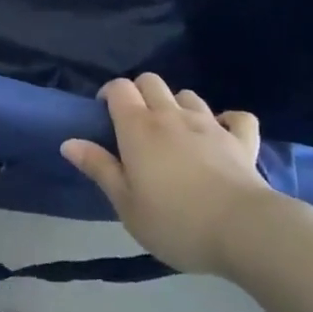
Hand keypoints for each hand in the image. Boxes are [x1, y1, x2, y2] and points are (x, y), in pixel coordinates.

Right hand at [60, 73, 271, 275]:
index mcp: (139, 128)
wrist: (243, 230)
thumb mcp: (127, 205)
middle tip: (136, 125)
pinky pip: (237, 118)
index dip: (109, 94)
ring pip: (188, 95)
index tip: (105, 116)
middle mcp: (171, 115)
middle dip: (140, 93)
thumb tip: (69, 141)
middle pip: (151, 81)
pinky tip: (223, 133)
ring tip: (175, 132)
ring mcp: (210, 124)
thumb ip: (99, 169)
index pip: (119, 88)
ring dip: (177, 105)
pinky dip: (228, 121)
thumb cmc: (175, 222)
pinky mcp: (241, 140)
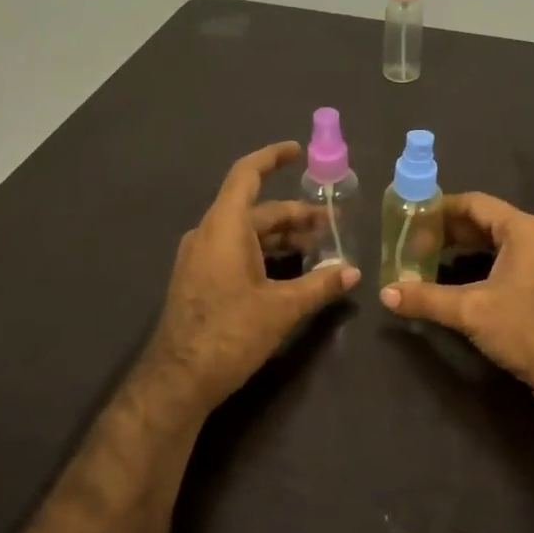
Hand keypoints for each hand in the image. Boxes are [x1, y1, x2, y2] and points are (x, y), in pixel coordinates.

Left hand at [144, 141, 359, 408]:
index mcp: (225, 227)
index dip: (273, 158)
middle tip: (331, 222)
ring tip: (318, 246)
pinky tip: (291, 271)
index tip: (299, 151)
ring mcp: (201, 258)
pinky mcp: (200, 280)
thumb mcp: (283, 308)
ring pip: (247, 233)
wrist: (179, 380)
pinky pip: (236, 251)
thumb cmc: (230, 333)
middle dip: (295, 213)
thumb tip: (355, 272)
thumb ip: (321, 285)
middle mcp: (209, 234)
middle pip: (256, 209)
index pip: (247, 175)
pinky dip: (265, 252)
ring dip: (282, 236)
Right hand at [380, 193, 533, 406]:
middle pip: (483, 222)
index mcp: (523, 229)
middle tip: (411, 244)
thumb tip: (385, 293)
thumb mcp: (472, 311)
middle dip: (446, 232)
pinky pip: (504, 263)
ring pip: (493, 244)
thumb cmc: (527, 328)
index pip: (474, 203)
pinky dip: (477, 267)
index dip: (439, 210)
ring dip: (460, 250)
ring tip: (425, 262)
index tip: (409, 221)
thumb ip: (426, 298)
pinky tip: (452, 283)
--
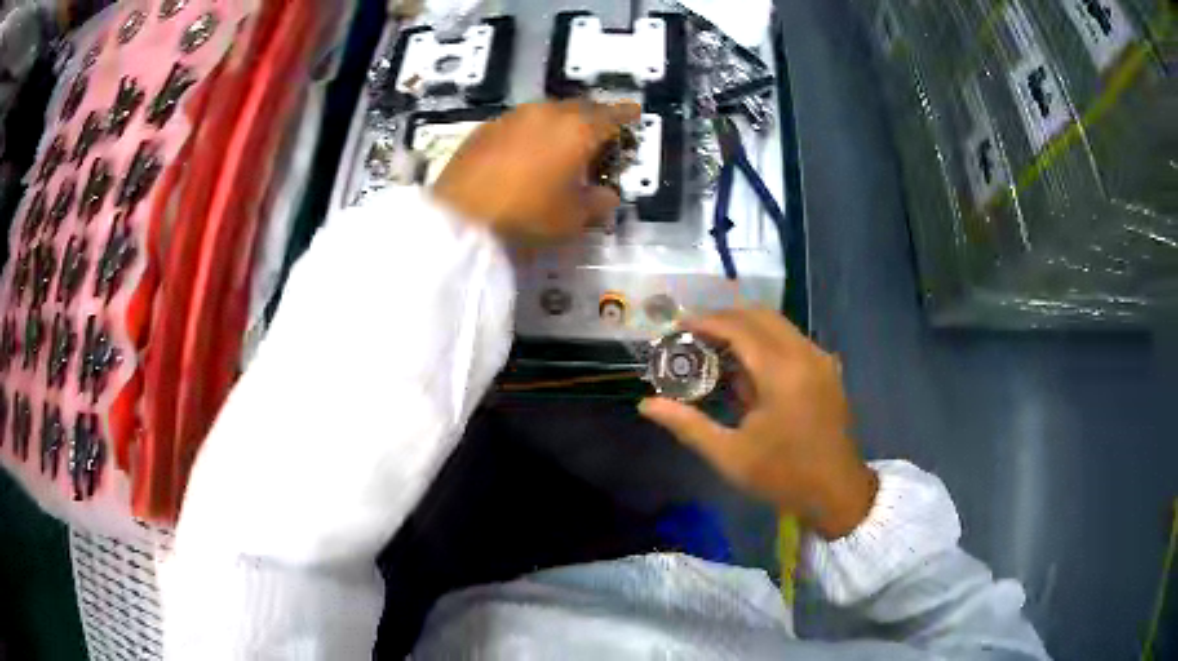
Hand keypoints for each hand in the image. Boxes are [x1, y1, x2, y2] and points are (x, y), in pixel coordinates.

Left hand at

### EXERCISE INSTRUCTIONS
Your answer should be a single number, the count of lines in the listing that contain "hand".

### TASK SOLUTION
7